The laboratory focuses on providing “a safeguard against extinction of the Delta smelt and maintaining a population in captivity that is as genetically close as possible to the wild population,” according to UC Davis spokesperson Bill Kisliuk. Its primary source of funding has been a five-year grant from the U.S. Bureau of Reclamation.
“Reclamation recently awarded a five year financial assistance agreement with UC Davis so it can continue its support of Delta Smelt supplementation using the hatchery, work that helps Reclamation meet regulatory requirements to maximize water supplies from the Delta,” David Mooney, the manager of the Bureau of Reclamation’s Bay-Delta office, revealed in a statement.

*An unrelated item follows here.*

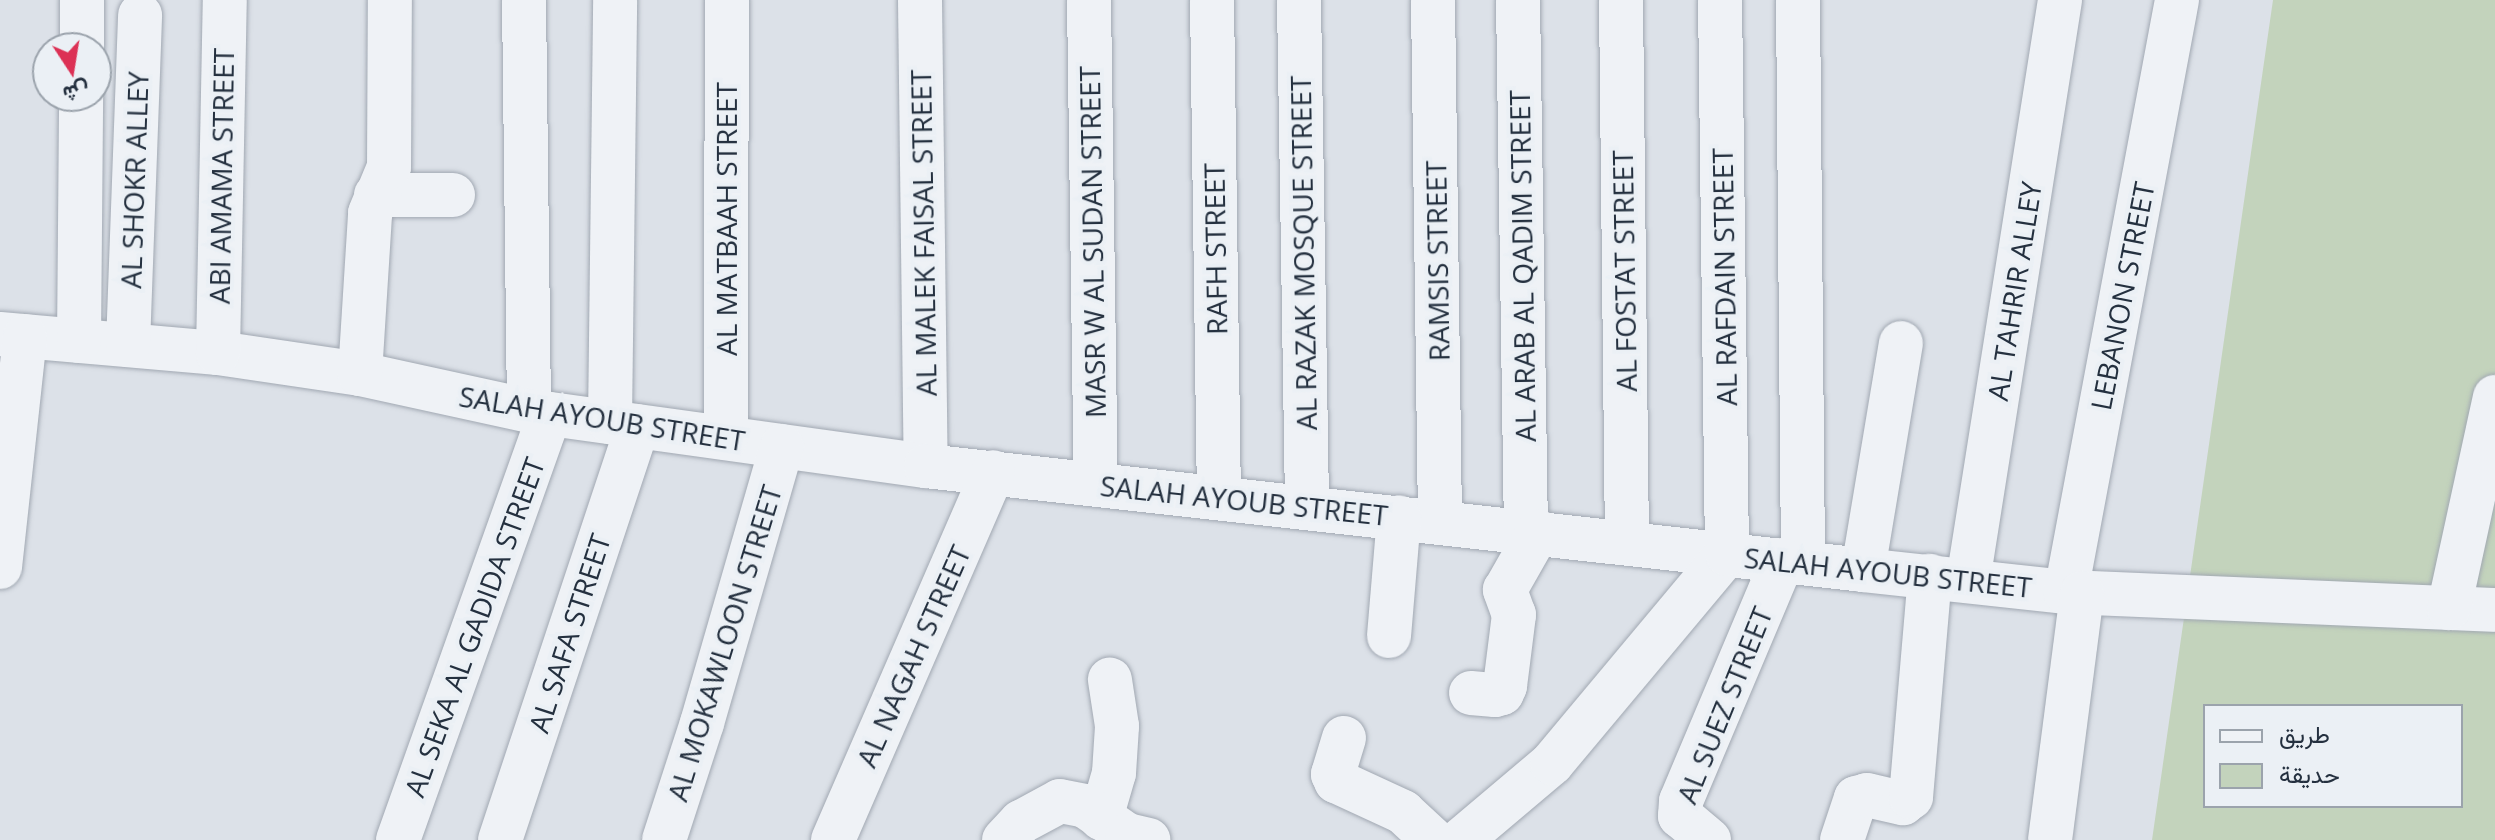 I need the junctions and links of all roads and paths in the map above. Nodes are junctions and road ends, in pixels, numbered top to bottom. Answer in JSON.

“I can confirm that the Bureau of Reclamation has agreed to continue funding of the laboratory,” said Kiuslik in an email today.
No details were released on what transpired to get the Bureau to renew the funding after the contract expired.
We do know that the Bureau and UC Davis have been working cooperatively on the FCCL for more than 15 years, and had been working on the five-year renewal for over six months prior to the expiration of the contract. “Delta smelt supplementation production at the lab started under BOR’s 2020 Record of Decision and has continued as a protective measure for the species to allow water deliveries for the Central Valley Project and State Water Resources Project,” Kiuslik said in a previous email.
“The FCCL’s work is vital for the long-term health of the Sacramento-San Joaquin Delta and the endangered aquatic life currently at the site, including the Delta smelt. The lab is a resource for understanding the entire San Francisco Bay delta ecosystem as well as training leaders in the fields of biological science, environmental science and conservation biology,” Kiuslik said.
No Delta smelt reported in CDFW fall survey for 7 years
The news of the renewal of the grant comes at a critical time for Delta smelt and other Bay-Delta fish species. Zero Delta smelt were caught in the California Department of Fish and Wildlife’s Fall Midwater Trawl Survey in the Sacramento-San Joaquin River Delta for the seventh year in a row in 2024.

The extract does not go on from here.